Under-fueling also makes the dieting portion of fight camp more difficult and more miserable. Weight loss occurs when you burn more calories than you consume, but when you force your body into a starved state, you stimulate certain hormones that tell your body to conserve as much energy as it has to avoid shutting down.

So how do you successfully diet during fight camp without compromising your performance? First and foremost, understand how many calories your body needs for basic functioning – this is known as your BMR or basal metabolic rate. You never want to consume less than this number because it will lead to a myriad of issues — among them, decreased muscle strength, performance and coordination; increased risk of injury and illness; increased irritability; and disruptions in hormonal balances.

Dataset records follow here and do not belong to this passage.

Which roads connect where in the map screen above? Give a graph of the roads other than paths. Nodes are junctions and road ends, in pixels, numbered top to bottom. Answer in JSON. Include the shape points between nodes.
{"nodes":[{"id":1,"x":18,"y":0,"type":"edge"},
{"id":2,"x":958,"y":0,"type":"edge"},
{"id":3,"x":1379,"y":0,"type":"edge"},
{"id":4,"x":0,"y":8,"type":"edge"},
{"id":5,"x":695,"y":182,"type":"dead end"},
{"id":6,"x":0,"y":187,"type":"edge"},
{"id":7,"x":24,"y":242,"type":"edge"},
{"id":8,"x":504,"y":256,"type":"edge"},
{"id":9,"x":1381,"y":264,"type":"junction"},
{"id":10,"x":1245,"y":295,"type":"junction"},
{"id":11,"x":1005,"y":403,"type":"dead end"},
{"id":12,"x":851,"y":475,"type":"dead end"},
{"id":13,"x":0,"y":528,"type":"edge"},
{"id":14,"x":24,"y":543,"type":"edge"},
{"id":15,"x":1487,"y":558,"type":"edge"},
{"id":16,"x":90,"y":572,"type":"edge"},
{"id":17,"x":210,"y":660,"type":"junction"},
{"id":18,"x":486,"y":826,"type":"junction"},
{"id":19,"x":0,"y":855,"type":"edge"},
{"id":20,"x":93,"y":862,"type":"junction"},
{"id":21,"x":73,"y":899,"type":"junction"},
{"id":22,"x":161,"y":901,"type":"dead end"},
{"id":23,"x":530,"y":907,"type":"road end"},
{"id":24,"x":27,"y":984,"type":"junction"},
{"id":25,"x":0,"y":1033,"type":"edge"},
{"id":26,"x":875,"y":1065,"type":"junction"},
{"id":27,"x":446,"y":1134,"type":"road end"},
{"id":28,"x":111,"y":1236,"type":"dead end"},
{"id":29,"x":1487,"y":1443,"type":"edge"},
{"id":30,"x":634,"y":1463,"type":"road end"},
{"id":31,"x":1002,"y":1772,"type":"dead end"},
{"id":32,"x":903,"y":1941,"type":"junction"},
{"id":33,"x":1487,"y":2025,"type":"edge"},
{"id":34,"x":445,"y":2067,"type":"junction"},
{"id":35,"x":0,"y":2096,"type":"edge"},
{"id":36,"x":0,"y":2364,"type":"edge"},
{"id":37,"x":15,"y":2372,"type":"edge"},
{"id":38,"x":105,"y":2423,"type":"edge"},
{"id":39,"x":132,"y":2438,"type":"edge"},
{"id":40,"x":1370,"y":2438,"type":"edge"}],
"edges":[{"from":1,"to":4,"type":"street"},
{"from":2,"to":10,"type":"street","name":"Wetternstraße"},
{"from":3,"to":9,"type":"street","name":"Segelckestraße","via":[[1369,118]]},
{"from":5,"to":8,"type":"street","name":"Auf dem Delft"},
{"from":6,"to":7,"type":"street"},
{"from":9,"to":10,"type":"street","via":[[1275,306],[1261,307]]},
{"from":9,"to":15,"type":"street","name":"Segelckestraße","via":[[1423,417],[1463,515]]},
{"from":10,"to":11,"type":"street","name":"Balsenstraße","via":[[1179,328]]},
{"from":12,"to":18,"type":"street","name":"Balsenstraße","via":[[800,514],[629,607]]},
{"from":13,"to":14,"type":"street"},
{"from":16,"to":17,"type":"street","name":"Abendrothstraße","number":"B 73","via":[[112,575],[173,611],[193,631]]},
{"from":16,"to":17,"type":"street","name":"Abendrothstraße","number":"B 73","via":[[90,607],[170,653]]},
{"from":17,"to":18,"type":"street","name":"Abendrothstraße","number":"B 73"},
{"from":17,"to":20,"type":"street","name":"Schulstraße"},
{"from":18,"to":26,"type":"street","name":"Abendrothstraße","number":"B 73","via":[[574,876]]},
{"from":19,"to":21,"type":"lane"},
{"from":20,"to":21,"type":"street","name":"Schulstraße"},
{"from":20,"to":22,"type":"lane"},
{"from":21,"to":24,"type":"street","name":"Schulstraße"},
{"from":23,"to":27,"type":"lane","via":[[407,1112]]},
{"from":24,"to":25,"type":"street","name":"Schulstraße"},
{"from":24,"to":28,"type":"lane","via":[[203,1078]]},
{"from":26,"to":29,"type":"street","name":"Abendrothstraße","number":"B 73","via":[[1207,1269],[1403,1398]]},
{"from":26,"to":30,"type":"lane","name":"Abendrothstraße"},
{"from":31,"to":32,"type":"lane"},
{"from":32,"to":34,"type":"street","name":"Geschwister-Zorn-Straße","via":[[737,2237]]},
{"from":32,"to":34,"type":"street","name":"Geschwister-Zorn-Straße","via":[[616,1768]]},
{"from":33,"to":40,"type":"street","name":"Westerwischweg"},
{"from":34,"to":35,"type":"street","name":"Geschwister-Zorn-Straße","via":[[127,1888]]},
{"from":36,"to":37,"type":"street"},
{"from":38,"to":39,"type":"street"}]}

After obtaining your BMR, you need an estimate of how many calories you burn during exercise; add these numbers together to get your daily calorie needs. With this number, you can calculate how much of an energy deficit you need to create in order to stimulate weight loss. There are many different calculations that can help you get these estimates, but it’s always best to get tested to obtain accurate data. Remember if you aren’t testing, you’re guessing!

Strategies to achieve successful weight loss during fight camp are as follows:

1.) Always eat Before and After Training:

Especially if you’re training multiple times a day. Training fasted will cause greater breakdown of energy in your muscles and make it more difficult to continue with strenuous training sessions throughout the week. Moreover, you want to provide your body with sufficient energy to perform at high levels. Even something as small as 100 calories will be extremely beneficial. Remember, high intensity exercise utilizes carbohydrates as fuel. Therefore, foods such as fruits, granola bars and oatmeal will be best before your hardest sessions. Lower intensity sessions don’t require as much fuel, so consuming fruit and some sort of fat, such as nuts or peanut butter, can provide you with prolonged, sustained energy. After training, always consume a rich source of protein (at least 20g to 30g) and carbohydrates to enhance muscle recovery and glycogen replenishment.

2.) Keep protein intake high:

Protein intakes of at least 2.2g/kg of body weight (or 1g per lb body weight) during extreme calorie deficits is shown to preserve lean mass, while decreasing fat mass. The goal during any dieting phase of a fight camp is to preserve lean muscle mass. Muscle is very metabolically active and stores water. Ideally, the more muscle you have the more water you can lose. Fat on the other hand does not store water and is not metabolically active – therefore the main goal is to target fat loss.

3.) Never go more than 3 hours without eating:

Plan your meals and snacks around training, always consuming something before and within an hour after exercise. Even during the dieting phase, it’s important to keep your body fueled in order to perform and promote recovery.

4.) Increase intake of vegetables on rest/lower intensity days:

Vegetables are rich in many vitamins and minerals, which are essential to your health and recovery. Vegetables are also high in fiber and low in calories – meaning they will keep you satiated for a low-calorie cost.

5.) Listen to your body:

Feeling really fatigued and sore after every workout? “Hitting a wall” halfway through training? Feeling restless and irritable at the end of the day? You could be dehydrated or not consuming enough food to power training sessions and/or promote recovery. Make sure you are staying hydrated and replenishing electrolytes lost from sweat. Losing more than 3% of your body weight in fluids can lead to decreased endurance performance and increased fatigue. Next, evaluate if you are consuming adequate carbohydrates prior to training. Aim to consume at least 30g of carbs before high intensity exercise – this would equate to 2 slices of bread. Finally, focus on recovery. Always consume a rich source of protein and carbohydrates after training to replenish your muscles!